Shingles zijn een typisch Amerikaanse dakbedekking. Omdat ze zo eenvoudig te plaatsen zijn, vormen ze een aantrekkelijk alternatief voor dakpannen of bitumen. Zeker voor toepassingen op tuinhuisjes of hondenhokken leg je ze gemakkelijk zelf.
Shingles werken het best wanneer de hellingshoek van het dak 25° of meer bedraagt. Is de hellingshoek minder dan 15°, dan kan je beter geen shingles gebruiken.
Zorg dat het dakoppervlak egaal is. Breng eventueel een laag dakvilt aan op het dak. Trek met krijt loodrechte horizontale lijnen op het dak. Vertrek vanaf de nok. De afstand tussen twee lijnen is gelijk aan de diepte van de insnijding van de shingles.

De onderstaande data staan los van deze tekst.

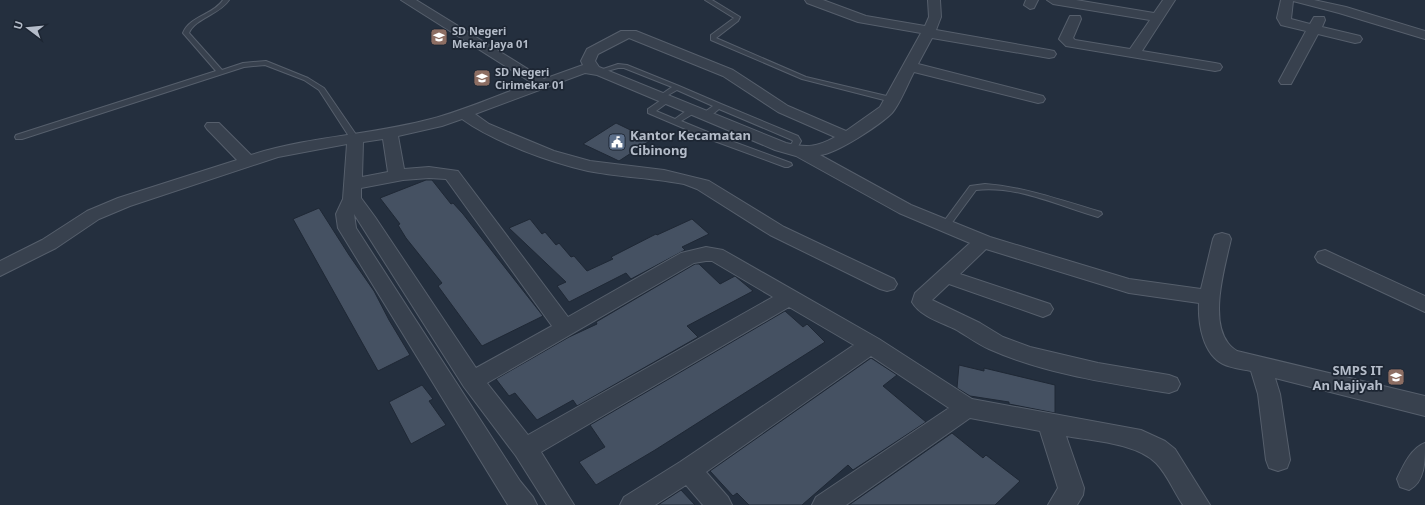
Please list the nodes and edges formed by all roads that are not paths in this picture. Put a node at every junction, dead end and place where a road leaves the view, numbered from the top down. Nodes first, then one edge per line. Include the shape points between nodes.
1 (226, 0) edge
2 (407, 0) edge
3 (708, 0) edge
4 (811, 0) edge
5 (934, 0) edge
6 (1053, 0) edge
7 (1169, 0) edge
8 (1287, 0) edge
9 (1298, 0) edge
10 (1343, 5) edge
11 (1328, 6) junction
12 (1156, 17) junction
13 (1075, 19) dead end
14 (1312, 30) junction
15 (929, 32) junction
16 (1425, 35) edge
17 (1355, 39) dead end
18 (1134, 53) junction
19 (1049, 54) dead end
20 (911, 67) junction
21 (1215, 67) dead end
22 (597, 70) junction
23 (221, 73) junction
24 (1286, 80) dead end
25 (543, 84) junction
26 (677, 88) junction
27 (664, 98) junction
28 (1038, 99) dead end
29 (890, 104) junction
30 (718, 106) junction
31 (699, 113) junction
32 (465, 114) junction
33 (675, 122) junction
34 (213, 126) dead end
35 (397, 131) junction
36 (19, 137) dead end
37 (848, 137) junction
38 (355, 139) junction
39 (794, 156) junction
40 (248, 161) junction
41 (397, 176) junction
42 (353, 191) junction
43 (1098, 214) dead end
44 (945, 226) junction
45 (1222, 239) dead end
46 (983, 240) junction
47 (1325, 257) dead end
48 (0, 269) edge
49 (946, 276) junction
50 (887, 284) dead end
51 (790, 297) junction
52 (1208, 297) junction
53 (1425, 306) edge
54 (1043, 309) dead end
55 (566, 328) junction
56 (871, 345) junction
57 (1260, 366) junction
58 (472, 381) junction
59 (1169, 384) dead end
60 (1425, 406) edge
61 (966, 408) junction
62 (1050, 425) junction
63 (524, 449) junction
64 (1425, 454) edge
65 (1278, 460) dead end
66 (689, 470) junction
67 (1409, 479) dead end
68 (514, 500) edge
69 (561, 505) edge
70 (633, 505) edge
71 (720, 505) edge
72 (825, 505) edge
73 (1061, 505) edge
74 (1196, 505) edge

1 - 23 lane via 190,26 186,33
2 - 25 street
3 - 29 lane via 737,17 713,36 713,39 804,78
4 - 15 street via 862,19
5 - 15 street via 935,17
6 - 12 street
7 - 12 street
8 - 14 street via 1282,18 1291,24
9 - 11 street
10 - 11 street
10 - 16 street
11 - 14 street
12 - 18 street
13 - 18 street via 1066,37 1069,42
14 - 17 street
14 - 24 street
15 - 19 street
15 - 20 street
18 - 21 street
20 - 28 street
20 - 29 street
22 - 25 street via 578,71
22 - 26 lane via 625,66
22 - 27 street
22 - 37 street via 588,63 589,55 626,34 631,34 728,72 783,109
23 - 36 lane
23 - 38 lane via 243,65 266,63 306,79 322,89
25 - 32 street
26 - 27 lane
26 - 30 lane
27 - 31 street
27 - 33 lane via 651,110
29 - 37 street
30 - 31 lane
30 - 39 lane via 795,138 797,141
31 - 33 lane
31 - 39 street
32 - 35 street
32 - 50 street via 483,127 548,154 589,166 664,175 702,185 777,231
33 - 39 lane via 712,137
34 - 40 street
35 - 38 street
35 - 41 street
37 - 39 street via 824,150
38 - 40 street via 274,153
38 - 42 street
39 - 44 street
40 - 48 street via 108,207 49,244
41 - 42 street
41 - 55 street via 439,173 452,175
42 - 58 street via 369,221
42 - 68 street via 345,214 347,228
43 - 44 lane via 1009,189 979,186 974,188
44 - 46 street
45 - 52 street
46 - 49 street
46 - 52 street via 1129,286
47 - 53 street
49 - 54 street
49 - 59 street via 922,298 922,302 995,343 1048,361
51 - 55 street via 727,260 706,254 688,258
51 - 56 street
51 - 63 street
52 - 57 street via 1212,328 1219,348 1230,358
55 - 58 street
56 - 61 street
56 - 66 street
57 - 60 street
57 - 65 street via 1269,394
58 - 63 street
61 - 62 street
61 - 72 street
62 - 73 street via 1070,488 1070,495
62 - 74 street via 1141,440 1156,448 1166,457
63 - 69 street
64 - 67 street
66 - 70 street
66 - 71 street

Plaats op de onderste rand van het dak een eerste rij shingles ondersteboven, met de insnijding naar boven gericht. Smeer de rug van de shingles in met lijm en druk ze vast op het dak. Spijker ze vervolgens vast met asfaltnagels.
Gebruik op maat geknipte shingles om de randen van het dak die nog niet bedekt zijn - omdat je de lamellen in verband plaatst - af te werken.
Plaats nu de volgende rij shingles, met de lamellen naar beneden. Leg de shingles tegen de onderste krijtlijn en laat de lamellen telkens met een halve lamel verspringen.
Bevestig de shingles met een aantal asfaltnagels. Werk op deze manier door tot je de nok van het dak bereikt. Herhaal stap 2 en 3 vervolgens voor de andere zijde van het dak.
Maak de nokshingles zelf door de afzonderlijke lamellen van de shingles door te knippen.
Plaats de nokshingles vervolgens zoals dakpannen op de nok. Laat ze ongeveer 15cm overlappen en spijkers ze vast met twee asfaltnagels. Zorg ervoor dat de volgende nokshingle, de asfaltnagels in de vorige bedekt.
Nu kan je het dak eventueel verder afwerken met dakgoten.